The refresh offers improvements to storage, performance and virtualization features of the Unix operating system. Version 3 delivers a 30 percent performance improvement compared to version 2. HP says this performance improvement is due, in part, to an improved I/O stack that offers 100 million zettabytes (1 zettabyte equals 1 billion terabytes) of storage capacity.
HP-UX 11i also boasts new hot-swap and online patching capabilities to reduce downtime, and its automation features help minimize operation costs.
And then there's the virtualization improvements.
"Virtualization is a major component of [HP's] Adaptive Infrastructure," Nick van der Zweep, director of virtualization and software for HP's Business Critical Systems, told ServerWatch.
As a result, virtualization is finding its way into every facet of the OEM's business. From blades to storage, HP is assuming an infrastructure containing virtualization and treating it as the norm. Van der Zweep cites the number of enterprises that have deployed virtualization in test and dev to be 75 percent, a figure bandied about near universally.
In many cases, van der Zweep says, virtualization has moved "well off test and dev," and in some cases, it has reached near ubiquity. The analyst firm Fair Isaac, for example, has made virtualization the default. Request a server, and you get a virtualized instance; want a dedicated box and special approval is needed.

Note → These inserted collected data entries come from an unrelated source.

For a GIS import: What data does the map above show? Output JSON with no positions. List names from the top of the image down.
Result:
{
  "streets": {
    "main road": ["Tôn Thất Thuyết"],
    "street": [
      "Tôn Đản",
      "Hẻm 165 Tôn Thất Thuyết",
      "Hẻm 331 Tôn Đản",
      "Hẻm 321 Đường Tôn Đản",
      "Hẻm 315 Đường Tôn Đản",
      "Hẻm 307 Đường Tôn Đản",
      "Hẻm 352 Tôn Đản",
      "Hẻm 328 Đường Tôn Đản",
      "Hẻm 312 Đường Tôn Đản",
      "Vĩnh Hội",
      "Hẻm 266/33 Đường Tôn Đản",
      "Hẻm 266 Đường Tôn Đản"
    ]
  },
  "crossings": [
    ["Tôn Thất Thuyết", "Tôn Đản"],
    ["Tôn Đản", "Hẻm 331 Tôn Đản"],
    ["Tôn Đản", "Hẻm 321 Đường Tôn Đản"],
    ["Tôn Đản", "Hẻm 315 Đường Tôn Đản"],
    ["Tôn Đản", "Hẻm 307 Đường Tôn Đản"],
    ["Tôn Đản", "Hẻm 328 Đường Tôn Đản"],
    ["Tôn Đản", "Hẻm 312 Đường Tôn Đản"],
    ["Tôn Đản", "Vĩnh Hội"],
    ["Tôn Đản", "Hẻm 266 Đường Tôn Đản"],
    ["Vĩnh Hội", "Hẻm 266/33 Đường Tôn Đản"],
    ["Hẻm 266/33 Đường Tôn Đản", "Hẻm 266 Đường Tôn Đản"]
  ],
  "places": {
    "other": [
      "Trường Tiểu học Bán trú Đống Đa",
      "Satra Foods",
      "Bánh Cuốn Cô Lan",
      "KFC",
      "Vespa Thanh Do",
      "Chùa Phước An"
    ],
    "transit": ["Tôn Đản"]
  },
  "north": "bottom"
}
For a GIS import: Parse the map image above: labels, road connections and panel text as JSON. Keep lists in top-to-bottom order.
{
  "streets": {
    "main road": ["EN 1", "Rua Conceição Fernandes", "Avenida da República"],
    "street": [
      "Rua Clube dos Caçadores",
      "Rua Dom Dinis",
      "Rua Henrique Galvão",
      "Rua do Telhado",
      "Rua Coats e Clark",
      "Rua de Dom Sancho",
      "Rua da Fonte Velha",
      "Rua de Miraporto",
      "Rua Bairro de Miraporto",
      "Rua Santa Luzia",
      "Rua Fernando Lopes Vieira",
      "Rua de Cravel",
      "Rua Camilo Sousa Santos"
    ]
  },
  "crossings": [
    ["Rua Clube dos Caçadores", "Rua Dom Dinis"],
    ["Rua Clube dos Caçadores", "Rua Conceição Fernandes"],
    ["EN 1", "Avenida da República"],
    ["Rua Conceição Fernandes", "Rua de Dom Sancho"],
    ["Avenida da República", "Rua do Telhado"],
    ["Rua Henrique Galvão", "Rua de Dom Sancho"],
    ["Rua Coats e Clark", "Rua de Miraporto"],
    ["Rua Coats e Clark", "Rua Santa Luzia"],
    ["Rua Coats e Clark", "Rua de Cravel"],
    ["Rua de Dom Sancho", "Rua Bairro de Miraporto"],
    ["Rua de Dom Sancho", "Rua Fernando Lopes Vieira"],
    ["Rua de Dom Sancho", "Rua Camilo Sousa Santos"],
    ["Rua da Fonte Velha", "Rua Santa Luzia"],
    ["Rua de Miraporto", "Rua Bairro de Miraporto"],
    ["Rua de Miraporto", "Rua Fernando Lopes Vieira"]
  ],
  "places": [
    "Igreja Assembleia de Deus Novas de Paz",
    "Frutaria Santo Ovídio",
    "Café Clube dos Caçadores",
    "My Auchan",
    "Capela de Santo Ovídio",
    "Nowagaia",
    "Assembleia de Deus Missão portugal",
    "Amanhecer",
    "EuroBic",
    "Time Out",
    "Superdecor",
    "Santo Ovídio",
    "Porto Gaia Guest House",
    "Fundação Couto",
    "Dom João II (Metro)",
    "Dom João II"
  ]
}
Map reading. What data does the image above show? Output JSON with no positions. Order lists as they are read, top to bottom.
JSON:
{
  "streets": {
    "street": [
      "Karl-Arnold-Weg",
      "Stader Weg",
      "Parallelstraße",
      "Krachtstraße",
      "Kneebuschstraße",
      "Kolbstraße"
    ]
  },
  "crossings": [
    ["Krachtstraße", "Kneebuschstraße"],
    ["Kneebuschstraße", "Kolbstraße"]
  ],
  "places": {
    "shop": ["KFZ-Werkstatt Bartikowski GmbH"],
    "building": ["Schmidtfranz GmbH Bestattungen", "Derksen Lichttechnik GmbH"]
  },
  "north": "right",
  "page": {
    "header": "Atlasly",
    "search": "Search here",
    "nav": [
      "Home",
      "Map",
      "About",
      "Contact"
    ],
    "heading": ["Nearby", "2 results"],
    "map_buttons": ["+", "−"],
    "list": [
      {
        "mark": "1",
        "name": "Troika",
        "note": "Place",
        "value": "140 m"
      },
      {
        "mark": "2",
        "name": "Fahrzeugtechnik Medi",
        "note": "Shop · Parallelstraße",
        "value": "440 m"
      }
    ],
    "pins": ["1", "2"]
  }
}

HP's latest management endeavor, Unified Infrastructure Management, which covers HP Systems Insight Manager as well as management for BladeSystem, Integrity and ProLiant servers, and storage servers now assumes an infrastructure has virtual elements. The software management tools, however, don't care if the system is physical or virtual, and are treated accordingly.
"A server is a server is a server, for security, patch management, and so forth. It doesn't make sense to have more than one tool," van der Zweep said.
Which brings us back to HP-UX. Not surprisingly, the latest release of the enterprise-class Unix was designed with a virtualized infrastructure in mind, with broader functionality and easier deployment. It also offers increased availability and makes it simpler to secure and manage apps.
It does this by taking advantage of the HP Virtual Server Environment (VSE), a solution that aims to ease the path to virtualization for HP Integrity and HP 9000 servers. In conjunction with the release of HP-UX 11i version 3, four new VSE Reference Architectures were announced, for Oracle, SAP software, and shared services based on HP's own application server and database implementations.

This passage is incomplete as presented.